As a print shop owner, I am asked this question numerous times PER DAY.  All of my clients who intend to resell the prints are always curious what to charge for them.  My answer is actually quite simple, and it has yielded very happy customers that always tend to report back to me how they do.  For smaller photo paper prints, or other fine art prints, we recommend that our clients TRIPLE what they pay us.  For larger fine art prints, or any gallery wrapped stretched canvas prints, we recommend they DOUBLE what they pay us.  Now, obviously, this advice works for us, and for our clients, based on our prices.  If your local printer has different prices, it may not necessarily work out as simple as this.  Alot of our clients have come back to us and told us that taking our simple advice on pricing, has yielded them plenty of profit after their CODB (Let's face it, for a photographer, the CODB is less than alot of other businesses, so you don't need to charge a fortune to make a decent profit per print).  Prices also depend on your local market, as well.  Here in Mesa, AZ, this pricing method seems to work perfectly.  In your neck of the woods, check out what other comparable photographers are charging for their stuff, and price your stuff accordingly.  You probably want to offer your prints at a price that makes you more expensive than about 25% of your competition, but cheaper than about 75% of the competition.  Noone wants to buy stuff from the absolute cheapest place - they assume they're cheap for a reason, but, ESPECIALLY in this economy, everyone is looking for a good deal right now.  So, you're not the cheapest place (the low priced outcast), but you're a bargain compared to most of your local market.

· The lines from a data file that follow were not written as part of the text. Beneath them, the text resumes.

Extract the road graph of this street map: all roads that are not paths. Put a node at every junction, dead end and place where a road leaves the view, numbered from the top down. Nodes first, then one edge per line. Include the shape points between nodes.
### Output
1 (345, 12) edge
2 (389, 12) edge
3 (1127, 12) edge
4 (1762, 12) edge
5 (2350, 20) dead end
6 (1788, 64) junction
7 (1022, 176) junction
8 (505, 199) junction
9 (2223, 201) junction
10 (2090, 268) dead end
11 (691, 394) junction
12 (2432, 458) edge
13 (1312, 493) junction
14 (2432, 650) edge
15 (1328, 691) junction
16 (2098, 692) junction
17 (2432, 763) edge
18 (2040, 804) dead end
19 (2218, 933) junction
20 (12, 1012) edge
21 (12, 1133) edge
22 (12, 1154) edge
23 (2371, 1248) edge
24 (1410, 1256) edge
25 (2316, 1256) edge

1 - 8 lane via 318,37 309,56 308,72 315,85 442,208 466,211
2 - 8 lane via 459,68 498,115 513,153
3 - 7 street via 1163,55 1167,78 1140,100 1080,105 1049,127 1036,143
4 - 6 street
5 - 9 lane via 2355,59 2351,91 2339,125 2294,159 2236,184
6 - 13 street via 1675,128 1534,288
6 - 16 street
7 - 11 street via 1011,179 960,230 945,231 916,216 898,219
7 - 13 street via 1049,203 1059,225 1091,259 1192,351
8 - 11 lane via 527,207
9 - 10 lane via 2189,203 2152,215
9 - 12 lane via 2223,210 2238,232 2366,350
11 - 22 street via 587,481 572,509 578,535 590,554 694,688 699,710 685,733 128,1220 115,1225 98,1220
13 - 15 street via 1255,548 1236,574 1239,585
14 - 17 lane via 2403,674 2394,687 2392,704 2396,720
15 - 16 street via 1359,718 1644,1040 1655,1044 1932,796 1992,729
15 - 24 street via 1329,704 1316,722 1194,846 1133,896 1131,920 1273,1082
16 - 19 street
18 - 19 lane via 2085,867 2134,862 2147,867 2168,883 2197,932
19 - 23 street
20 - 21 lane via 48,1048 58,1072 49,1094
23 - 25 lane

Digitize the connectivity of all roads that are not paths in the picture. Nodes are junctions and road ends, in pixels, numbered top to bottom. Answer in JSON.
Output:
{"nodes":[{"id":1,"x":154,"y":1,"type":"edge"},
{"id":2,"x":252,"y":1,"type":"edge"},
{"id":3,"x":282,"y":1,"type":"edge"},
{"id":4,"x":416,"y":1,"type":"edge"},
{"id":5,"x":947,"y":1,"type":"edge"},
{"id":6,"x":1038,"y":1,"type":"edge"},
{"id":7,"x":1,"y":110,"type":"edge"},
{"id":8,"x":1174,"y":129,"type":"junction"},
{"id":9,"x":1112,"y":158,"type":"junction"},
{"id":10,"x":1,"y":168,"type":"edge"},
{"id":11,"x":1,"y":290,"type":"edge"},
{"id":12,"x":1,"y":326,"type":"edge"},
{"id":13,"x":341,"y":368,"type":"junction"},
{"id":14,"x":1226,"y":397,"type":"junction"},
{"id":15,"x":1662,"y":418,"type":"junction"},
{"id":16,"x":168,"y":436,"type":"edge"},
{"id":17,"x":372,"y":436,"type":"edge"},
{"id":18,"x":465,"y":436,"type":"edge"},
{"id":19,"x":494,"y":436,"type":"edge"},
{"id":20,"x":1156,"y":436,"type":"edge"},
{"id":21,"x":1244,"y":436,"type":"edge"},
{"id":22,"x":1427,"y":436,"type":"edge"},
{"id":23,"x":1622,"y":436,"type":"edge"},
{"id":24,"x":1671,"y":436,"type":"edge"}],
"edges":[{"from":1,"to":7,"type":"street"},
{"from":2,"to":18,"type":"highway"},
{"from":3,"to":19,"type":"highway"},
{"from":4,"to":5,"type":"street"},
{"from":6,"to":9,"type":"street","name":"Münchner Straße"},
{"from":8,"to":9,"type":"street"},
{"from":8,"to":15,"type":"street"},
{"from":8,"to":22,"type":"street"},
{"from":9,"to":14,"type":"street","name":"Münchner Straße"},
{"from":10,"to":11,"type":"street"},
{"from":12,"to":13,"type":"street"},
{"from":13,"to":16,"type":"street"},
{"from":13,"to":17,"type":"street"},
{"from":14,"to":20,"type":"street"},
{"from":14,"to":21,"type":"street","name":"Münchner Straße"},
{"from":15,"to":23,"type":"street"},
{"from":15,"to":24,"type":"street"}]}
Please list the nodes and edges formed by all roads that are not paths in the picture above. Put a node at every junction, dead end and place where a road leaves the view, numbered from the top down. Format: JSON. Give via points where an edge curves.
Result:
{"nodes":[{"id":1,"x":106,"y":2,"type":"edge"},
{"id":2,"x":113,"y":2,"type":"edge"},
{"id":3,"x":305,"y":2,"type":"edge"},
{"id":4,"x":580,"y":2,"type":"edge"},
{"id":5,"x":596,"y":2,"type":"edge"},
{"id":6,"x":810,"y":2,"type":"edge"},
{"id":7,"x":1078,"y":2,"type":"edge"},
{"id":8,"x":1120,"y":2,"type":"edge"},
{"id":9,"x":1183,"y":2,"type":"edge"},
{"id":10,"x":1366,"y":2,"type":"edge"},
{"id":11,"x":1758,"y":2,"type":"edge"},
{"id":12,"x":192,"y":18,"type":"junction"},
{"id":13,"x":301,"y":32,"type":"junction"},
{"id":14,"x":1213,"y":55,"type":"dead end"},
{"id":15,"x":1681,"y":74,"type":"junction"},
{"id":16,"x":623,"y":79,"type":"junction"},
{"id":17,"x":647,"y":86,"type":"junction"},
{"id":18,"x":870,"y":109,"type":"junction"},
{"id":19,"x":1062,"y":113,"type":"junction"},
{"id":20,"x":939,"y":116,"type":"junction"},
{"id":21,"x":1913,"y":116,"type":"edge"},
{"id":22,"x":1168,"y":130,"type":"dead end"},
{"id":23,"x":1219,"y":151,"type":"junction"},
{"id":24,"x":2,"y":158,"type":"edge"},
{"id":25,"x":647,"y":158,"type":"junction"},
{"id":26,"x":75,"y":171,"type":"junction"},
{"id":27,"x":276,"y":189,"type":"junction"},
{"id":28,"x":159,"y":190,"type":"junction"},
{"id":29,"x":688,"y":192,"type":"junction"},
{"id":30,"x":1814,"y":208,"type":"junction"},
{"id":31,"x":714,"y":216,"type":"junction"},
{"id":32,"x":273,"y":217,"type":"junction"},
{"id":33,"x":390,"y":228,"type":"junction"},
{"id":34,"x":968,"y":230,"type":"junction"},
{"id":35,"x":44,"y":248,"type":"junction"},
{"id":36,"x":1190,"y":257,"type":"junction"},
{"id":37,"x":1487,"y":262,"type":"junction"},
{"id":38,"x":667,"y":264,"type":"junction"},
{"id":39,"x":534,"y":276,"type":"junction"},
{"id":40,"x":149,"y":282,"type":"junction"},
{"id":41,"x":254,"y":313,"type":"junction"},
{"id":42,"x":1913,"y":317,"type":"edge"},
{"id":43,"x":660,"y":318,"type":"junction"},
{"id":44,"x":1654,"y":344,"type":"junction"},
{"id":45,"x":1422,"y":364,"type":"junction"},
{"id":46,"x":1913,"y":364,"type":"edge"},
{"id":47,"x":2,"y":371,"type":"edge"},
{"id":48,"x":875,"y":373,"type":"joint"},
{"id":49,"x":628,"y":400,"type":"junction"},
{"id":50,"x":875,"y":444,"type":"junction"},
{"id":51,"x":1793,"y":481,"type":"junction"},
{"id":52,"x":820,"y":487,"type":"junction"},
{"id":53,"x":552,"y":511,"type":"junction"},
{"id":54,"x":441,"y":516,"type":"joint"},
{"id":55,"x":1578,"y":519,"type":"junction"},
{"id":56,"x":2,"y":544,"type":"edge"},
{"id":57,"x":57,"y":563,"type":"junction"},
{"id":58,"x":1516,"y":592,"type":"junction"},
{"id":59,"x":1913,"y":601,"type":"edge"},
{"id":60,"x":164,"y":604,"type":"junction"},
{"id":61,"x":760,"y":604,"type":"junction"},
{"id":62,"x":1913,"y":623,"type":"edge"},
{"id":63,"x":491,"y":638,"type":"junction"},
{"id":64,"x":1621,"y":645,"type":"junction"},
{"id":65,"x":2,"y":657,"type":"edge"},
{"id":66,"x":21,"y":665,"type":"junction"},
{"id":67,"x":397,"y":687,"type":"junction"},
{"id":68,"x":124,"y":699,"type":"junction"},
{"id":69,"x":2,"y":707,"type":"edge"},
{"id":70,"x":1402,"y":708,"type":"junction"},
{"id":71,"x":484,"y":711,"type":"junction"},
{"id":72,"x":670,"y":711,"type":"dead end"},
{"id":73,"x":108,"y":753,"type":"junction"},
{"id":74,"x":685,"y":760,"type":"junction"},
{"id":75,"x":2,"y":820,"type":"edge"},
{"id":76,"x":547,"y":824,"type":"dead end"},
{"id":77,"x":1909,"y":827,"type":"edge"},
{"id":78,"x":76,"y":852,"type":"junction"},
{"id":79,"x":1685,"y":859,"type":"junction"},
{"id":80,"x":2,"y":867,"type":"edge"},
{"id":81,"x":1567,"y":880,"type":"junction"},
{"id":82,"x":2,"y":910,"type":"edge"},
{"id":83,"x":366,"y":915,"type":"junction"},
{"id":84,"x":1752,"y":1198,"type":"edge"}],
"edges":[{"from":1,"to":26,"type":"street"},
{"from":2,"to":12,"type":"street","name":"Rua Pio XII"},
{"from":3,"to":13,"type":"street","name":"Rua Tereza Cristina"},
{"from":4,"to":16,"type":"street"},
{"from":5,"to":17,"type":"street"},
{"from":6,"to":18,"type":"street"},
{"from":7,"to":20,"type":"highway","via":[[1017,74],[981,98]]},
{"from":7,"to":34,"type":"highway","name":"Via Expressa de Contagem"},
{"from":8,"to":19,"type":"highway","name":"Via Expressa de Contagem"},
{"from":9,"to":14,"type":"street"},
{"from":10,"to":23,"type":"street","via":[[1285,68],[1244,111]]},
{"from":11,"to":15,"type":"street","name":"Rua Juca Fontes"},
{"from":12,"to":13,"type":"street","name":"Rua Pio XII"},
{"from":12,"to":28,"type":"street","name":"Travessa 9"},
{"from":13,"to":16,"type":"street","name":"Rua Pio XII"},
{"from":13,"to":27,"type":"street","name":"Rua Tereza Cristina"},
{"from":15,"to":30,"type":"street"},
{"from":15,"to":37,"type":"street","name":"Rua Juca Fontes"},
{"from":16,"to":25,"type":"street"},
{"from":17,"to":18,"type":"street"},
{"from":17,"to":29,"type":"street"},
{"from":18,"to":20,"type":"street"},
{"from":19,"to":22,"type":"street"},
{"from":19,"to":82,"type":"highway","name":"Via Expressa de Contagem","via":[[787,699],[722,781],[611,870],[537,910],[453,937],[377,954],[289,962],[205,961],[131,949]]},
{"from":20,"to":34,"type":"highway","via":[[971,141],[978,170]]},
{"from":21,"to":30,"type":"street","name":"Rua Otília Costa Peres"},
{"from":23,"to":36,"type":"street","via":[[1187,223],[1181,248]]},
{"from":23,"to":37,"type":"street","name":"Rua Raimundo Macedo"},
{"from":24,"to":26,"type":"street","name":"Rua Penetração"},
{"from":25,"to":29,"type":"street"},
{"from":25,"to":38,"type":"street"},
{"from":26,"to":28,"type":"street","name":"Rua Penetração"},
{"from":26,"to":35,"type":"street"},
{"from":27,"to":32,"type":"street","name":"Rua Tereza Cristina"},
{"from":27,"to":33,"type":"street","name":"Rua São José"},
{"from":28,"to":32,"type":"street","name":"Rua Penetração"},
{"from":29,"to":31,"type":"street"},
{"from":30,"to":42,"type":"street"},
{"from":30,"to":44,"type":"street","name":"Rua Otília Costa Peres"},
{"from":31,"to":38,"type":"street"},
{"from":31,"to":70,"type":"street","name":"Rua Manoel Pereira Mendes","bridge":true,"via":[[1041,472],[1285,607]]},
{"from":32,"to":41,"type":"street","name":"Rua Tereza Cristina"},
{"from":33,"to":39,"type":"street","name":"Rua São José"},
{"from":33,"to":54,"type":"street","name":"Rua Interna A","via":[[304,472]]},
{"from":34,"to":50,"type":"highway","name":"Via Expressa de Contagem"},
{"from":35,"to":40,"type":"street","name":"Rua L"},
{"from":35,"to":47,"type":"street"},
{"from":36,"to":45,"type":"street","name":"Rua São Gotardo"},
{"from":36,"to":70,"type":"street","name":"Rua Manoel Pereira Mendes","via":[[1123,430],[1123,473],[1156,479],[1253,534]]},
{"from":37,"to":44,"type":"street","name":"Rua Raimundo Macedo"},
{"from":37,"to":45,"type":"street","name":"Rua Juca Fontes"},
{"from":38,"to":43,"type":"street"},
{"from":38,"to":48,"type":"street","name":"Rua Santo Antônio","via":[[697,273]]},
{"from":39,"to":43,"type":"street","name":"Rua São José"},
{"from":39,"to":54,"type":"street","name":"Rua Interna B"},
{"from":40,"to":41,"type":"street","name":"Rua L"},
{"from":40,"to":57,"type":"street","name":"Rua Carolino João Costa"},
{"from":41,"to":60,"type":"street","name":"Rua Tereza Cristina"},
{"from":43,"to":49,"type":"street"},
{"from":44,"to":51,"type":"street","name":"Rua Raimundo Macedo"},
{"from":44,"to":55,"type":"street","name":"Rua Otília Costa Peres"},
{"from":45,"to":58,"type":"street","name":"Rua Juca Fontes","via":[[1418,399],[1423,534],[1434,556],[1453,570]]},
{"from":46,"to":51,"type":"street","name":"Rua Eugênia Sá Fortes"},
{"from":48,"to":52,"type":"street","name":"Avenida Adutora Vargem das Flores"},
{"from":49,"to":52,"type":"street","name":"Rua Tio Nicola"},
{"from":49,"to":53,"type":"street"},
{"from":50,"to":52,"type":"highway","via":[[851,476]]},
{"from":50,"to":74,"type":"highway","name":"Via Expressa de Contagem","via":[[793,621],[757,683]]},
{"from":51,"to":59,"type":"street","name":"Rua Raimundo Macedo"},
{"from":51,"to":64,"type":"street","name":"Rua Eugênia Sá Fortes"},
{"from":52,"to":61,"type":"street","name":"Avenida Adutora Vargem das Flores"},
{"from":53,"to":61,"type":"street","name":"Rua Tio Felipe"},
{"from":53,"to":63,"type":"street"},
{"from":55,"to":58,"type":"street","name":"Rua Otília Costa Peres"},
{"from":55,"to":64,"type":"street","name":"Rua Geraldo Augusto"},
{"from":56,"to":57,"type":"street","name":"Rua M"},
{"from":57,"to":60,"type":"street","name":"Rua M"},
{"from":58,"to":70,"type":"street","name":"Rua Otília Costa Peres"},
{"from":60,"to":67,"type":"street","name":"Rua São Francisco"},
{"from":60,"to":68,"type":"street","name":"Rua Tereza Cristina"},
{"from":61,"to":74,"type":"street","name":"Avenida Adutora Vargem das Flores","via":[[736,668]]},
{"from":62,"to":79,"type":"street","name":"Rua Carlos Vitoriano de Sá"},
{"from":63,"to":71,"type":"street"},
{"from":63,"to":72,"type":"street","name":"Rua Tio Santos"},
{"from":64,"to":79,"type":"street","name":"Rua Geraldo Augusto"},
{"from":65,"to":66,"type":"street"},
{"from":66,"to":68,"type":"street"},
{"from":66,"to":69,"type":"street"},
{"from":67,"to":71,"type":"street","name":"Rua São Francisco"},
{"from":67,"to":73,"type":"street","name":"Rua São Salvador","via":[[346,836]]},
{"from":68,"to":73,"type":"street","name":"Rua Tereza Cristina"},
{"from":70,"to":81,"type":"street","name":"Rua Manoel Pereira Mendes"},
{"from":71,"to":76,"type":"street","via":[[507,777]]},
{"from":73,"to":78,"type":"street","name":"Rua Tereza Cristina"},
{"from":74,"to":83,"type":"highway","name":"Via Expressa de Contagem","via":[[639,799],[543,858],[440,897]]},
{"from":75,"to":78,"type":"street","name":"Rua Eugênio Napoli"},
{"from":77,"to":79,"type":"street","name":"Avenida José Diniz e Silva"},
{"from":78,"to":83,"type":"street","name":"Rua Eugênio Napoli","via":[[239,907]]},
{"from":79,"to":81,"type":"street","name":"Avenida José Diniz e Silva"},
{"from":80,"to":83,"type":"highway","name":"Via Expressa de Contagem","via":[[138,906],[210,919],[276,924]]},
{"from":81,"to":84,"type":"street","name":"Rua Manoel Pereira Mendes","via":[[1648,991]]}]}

I hope this helps the OP, as well as anyone else who may have been curious about price points.  If anyone has any more in-depth questions about pricing, starting up a photography business, or print sales business, please don't hesitate to contact me by phone or e-mail, and we can discuss particular things a little further.  Our specialty at "Faville Photo" is actually assisting start-up artists and photographers answer all of these types of questions, and get their business up and running.  We can suggest places to sell your work, how to price your work, how to market your work, and most importantly, we can help your create your work in the first place - whether we do the printing, or we help you locate a source that is right for you and your particular needs.

Good luck in your search for the "perfect price" - it's quite an elusive creature!


----------



## KmH

So a $4 8x10 should sell for $16?


----------



## RaynaMcGinnis

For setting prices, you should look around and see what your competitors are offering it for similar work. Pricing depends on the market and what clients are willing to pay. My prints vary based on assignment, though my basic sized prints (8 x 10 and smaller) stay the same. 

That said, as a portrait photographer, I kind of feel like my clients are paying for my time and expertise and the prints are extra. I've seen some photographers that charge and arm and a leg for basic prints. I personally charge more for my services and less for prints. I know plenty of photographers that would rather do it just the opposite. I guess it all depends on your own perspective.


----------



## KmH

RaynaMcGinnis said:


> For setting prices, you should look around and see what your competitors are offering it for similar work. Pricing depends on the market and what clients are willing to pay.......


But, it also depends on your cost-of-doing-business and your cost-of-goods-sold. Your competitors likely have overall costs different than yours, so be very careful blindly using someone else's pricing.

The price clients are willing to pay is a function of how much value they perceive for a product. A good photographer that also has good business/marketing/salesmanship skills can usually demand a premium for their work/service.


----------



## RaynaMcGinnis

KmH said:


> RaynaMcGinnis said:
> 
> 
> 
> For setting prices, you should look around and see what your competitors are offering it for similar work. Pricing depends on the market and what clients are willing to pay.......
> 
> 
> 
> But, it also depends on your cost-of-doing-business and your cost-of-goods-sold. Your competitors likely have overall costs different than yours, so be very careful blindly using someone else's pricing.
> 
> The price clients are willing to pay is a function of how much value they perceive for a product. A good photographer that also has good business/marketing/salesmanship skills can usually demand a premium for their work/service.
Click to expand...

 
You're correct. I wouldn't suggest using someone else's pricing list, but I would suggest seeing who you're competitors are and what they're selling their goods for. If you can objectively look at your work and honestly say it's better than your competitors, price up. If you're about the same, you need to either put in the effort to get better, then price, or price reasonably until you can say you're better.


----------



## c.cloudwalker

KmH said:


> Your competitors likely have overall costs different than yours


 
Why?  Although they are not going to be exactly the same, they shouldn't be all that different. Rent may be higher in the uppity part of town but if you are setting shop in the not-so-uppity part of town the guys in the high rent district are not your competitors.


----------